Pernah Makan Korban, Ini Arti Saham Gorengan dan Ciri-cirinya

Read More

Jakarta, CNBC Indonesia – Investasi pada pasar saham memang adalah salah satu opsi yang menawarkan return yang cukup tinggi. Namun begitu, instrumen ini memiliki profil risiko yang juga tinggi.

Selain fluktuasi karena kinerja perusahaan dan juga faktor eksternal, harga saham suatu emiten juga bergerak karena adanya manipulasi atau “digoreng”. Aksi “saham gorengan” ini kerap menelan korban para investor ritel.

Seperti, kasus korupsi dana pengelolaan investasi PT Asabri (Persero) dan PT Asuransi Jiwasraya (Persero) yang melibatkan Heru Hidayat dan Benny Tjokrosaputro (Bentjok) merupakan puncak gunung es (the tip of the iceberg) dari praktik manipulasi perdagangan saham di Tanah Air.

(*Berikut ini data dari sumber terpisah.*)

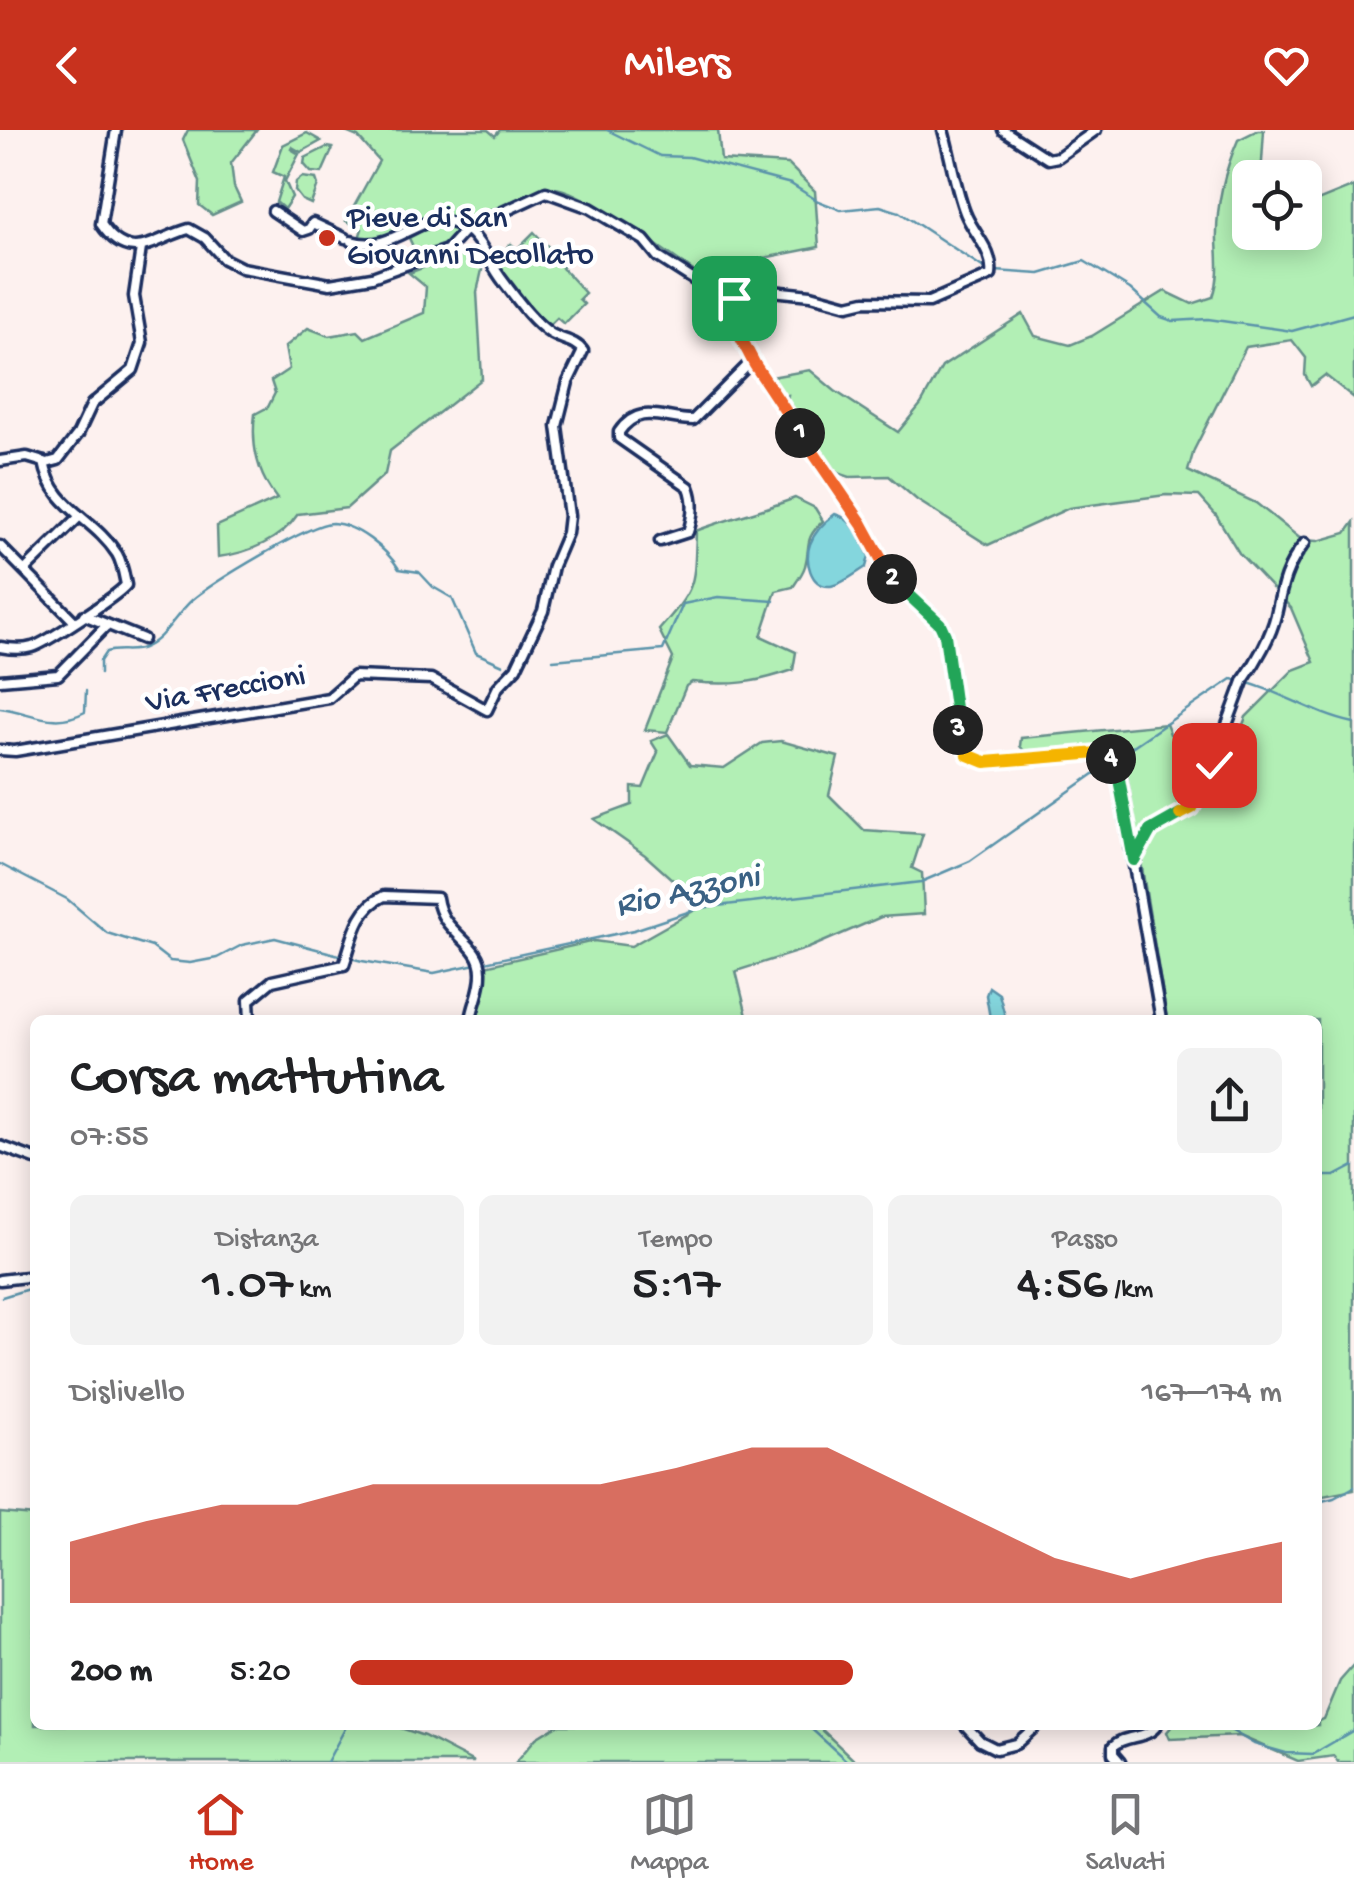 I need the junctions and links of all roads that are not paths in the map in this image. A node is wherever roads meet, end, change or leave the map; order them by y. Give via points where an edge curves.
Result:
1 (116, 130) edge
2 (943, 130) edge
3 (1004, 130) edge
4 (1096, 130) edge
5 (273, 211) dead end
6 (466, 229) junction
7 (141, 248) junction
8 (719, 296) junction
9 (752, 360) junction
10 (0, 461) edge
11 (44, 462) junction
12 (78, 518) junction
13 (660, 541) dead end
14 (1305, 542) dead end
15 (0, 546) edge
16 (12, 556) junction
17 (0, 559) edge
18 (25, 570) junction
19 (84, 614) junction
20 (74, 621) junction
21 (107, 624) junction
22 (143, 639) dead end
23 (0, 647) edge
24 (0, 680) edge
25 (0, 750) edge
26 (1134, 860) junction
27 (250, 1015) edge
28 (472, 1015) edge
29 (1160, 1015) edge
30 (0, 1146) edge
31 (30, 1157) edge
32 (30, 1277) edge
33 (0, 1280) edge
34 (970, 1730) edge
35 (1031, 1730) edge
36 (1152, 1730) edge
37 (1120, 1762) edge

1 - 7 street via 101,224 121,243
2 - 8 street via 966,215 992,269 988,278 929,302 848,305 772,291
3 - 4 street via 1048,159
5 - 6 street via 303,231 313,223 360,244 436,220
6 - 7 street via 447,250 400,269 318,284 242,268 189,228
6 - 8 street via 546,192 644,240
6 - 25 street, Via Freccioni via 540,325 583,350 557,426 567,533 543,611 487,710 431,679 362,675 329,698
7 - 11 street via 134,296 142,343 133,370 92,404 58,460
8 - 9 street
9 - 13 street via 693,420 650,413 619,432 631,449 689,486 694,508 688,532
9 - 26 street via 895,583 940,624 968,755 985,762 1106,756 1116,763
10 - 11 street
11 - 12 street via 52,487
12 - 18 street
12 - 19 street via 117,554 126,584
14 - 26 street via 1288,564 1276,616 1244,679 1201,794 1192,808 1150,831
15 - 16 street
16 - 17 street
16 - 18 street
18 - 20 street
19 - 20 street
19 - 21 street
20 - 23 street via 40,645
21 - 22 street
21 - 24 street via 58,675
26 - 29 street
27 - 28 street via 249,1000 272,981 344,965 357,922 380,897 437,898 440,916 481,966
30 - 31 street
32 - 33 street
34 - 35 street via 996,1749 1016,1744
36 - 37 street via 1112,1746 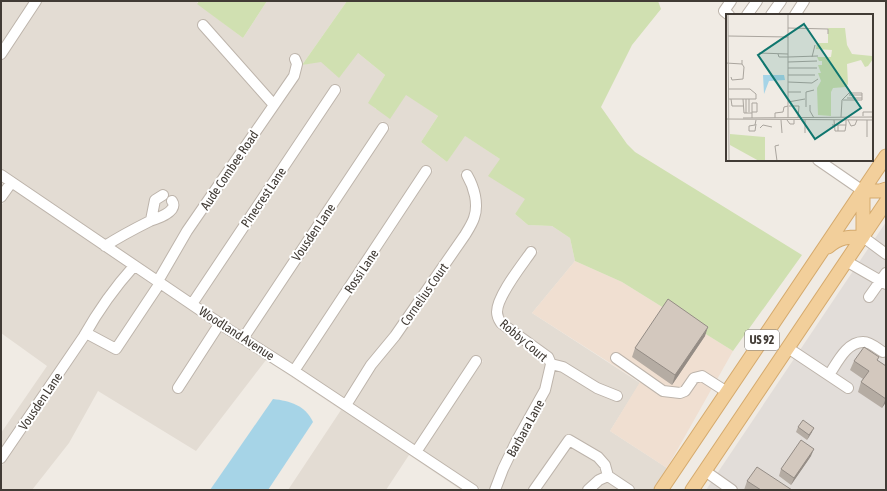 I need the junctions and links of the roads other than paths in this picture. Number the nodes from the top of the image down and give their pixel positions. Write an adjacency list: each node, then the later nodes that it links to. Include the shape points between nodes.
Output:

Nah, Heru-Bentjok dan kawan-kawan melakukan aksi manipulasi saham tersebut menggunakan uang yang berasal dari Jiwasraya. Sama dengan kasus Jiwasraya, pada skandal korupsi Asabri, komplotan tersebut menempatkan dana ke saham-saham gorengan alias tidak likuid, ini dilakukan dengan harga yang telah dimanipulasi sehingga bernilai tinggi. Tujuannya adalah untuk menunjukkan bahwa kinerja portofolio investasi Asabri terlihat baik.

Lantas, apa itu sebenarnya yang dimaksud dengan saham gorengan? Berikut ini adalah definisi dan ciri-cirinya, serta tips untuk tetap aman bertransaksi saham gorengan di bursa.

Tidak sulit untuk melihat sebuah saham termasuk gorengan atau tidak. Saham gorengan itu sejatinya seperti makanan gorengan seperti pisang molen, pisang goreng, tahu goreng, bakwan, cireng, atau risol, yang akan semakin renyah dan garing jika digorengnya lama.

Apalagi jika gorengannya digoreng menggunakan minyak bekas (jelantah) yang belum diganti oleh minyak baru, tentu kentalnya minyak akan pula menambah kenikmatan si gorengan. Namun, jangan lupa bahwa makanan yang digoreng tentu lebih tidak sehat bagi kesehatan dibanding makanan rebus, apalagi gorengan yang kaya atau bahkan berlebihan kolesterolnya.

Oleh karena itu, saham gorengan dapat diartikan sebagai saham perusahaan yang kenaikannya di luar kebiasaan karena pergerakannya sedang direkayasa oleh pelaku pasar dengan tujuan kepentingan tertentu.

Sama seperti makanan gorengan, larangan mengonsumsi gorengan sebetulnya lebih kepada menjaga kesehatan, sehingga sekali-sekali dapat dikonsumsi asalkan sudah paham dengan karakteristik dan risikonya.

Selain jangan sering-sering dan jangan jadikan pengalaman membeli saham gorengan menjadi pengantar Anda memasuki pasar saham, investor juga haruslah aktif memantau pasar agar tidak ketinggalan dengan komando yang didapatkan oleh bandar melalui trader lain di pasar.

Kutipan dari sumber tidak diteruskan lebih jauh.